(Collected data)
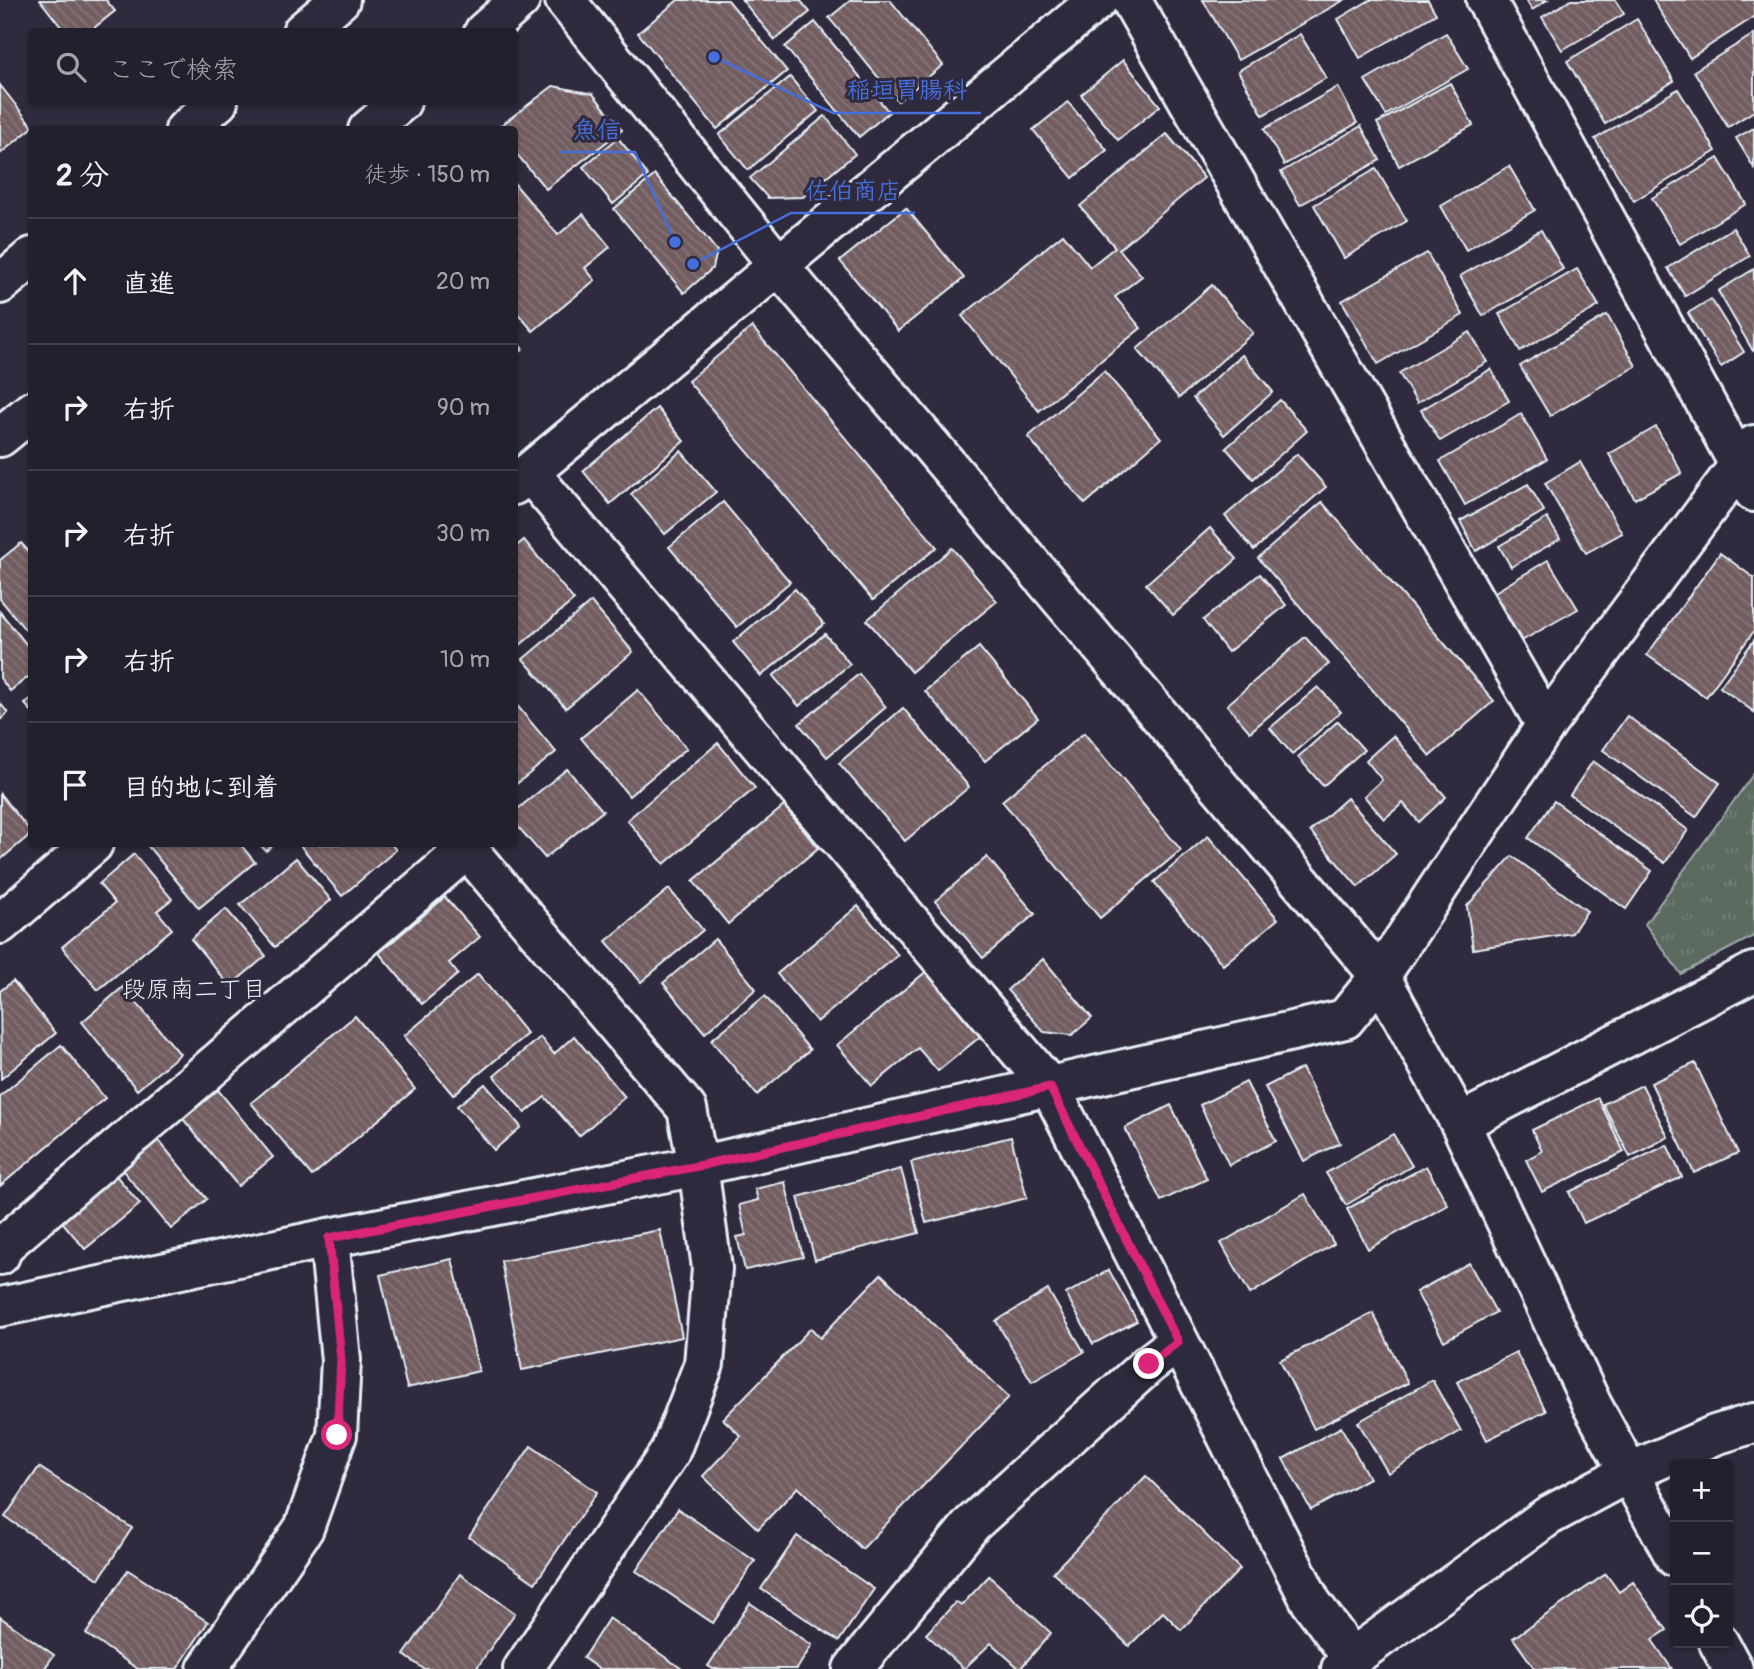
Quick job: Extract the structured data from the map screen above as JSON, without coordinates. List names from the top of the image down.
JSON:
{
  "districts": ["段原南二丁目"],
  "places": ["稲垣胃腸科", "魚信", "佐伯商店"],
  "page": {
    "search": "ここで検索",
    "heading": ["2 分", "徒歩 · 150 m"],
    "list": [
      ["直進", "20 m"],
      ["右折", "90 m"],
      ["右折", "30 m"],
      ["右折", "10 m"],
      "目的地に到着"
    ],
    "map_buttons": ["+", "−"]
  }
}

Work task » Every entry, exactly as written: transcribe it, passing over any pictures.

Written reply »
Quick job: Extract the structured data from the map screen above as JSON, without coordinates. List names from the top of the image down.
JSON:
{
  "districts": ["段原南二丁目"],
  "places": ["稲垣胃腸科", "魚信", "佐伯商店"],
  "page": {
    "search": "ここで検索",
    "heading": ["2 分", "徒歩 · 150 m"],
    "list": [
      ["直進", "20 m"],
      ["右折", "90 m"],
      ["右折", "30 m"],
      ["右折", "10 m"],
      "目的地に到着"
    ],
    "map_buttons": ["+", "−"]
  }
}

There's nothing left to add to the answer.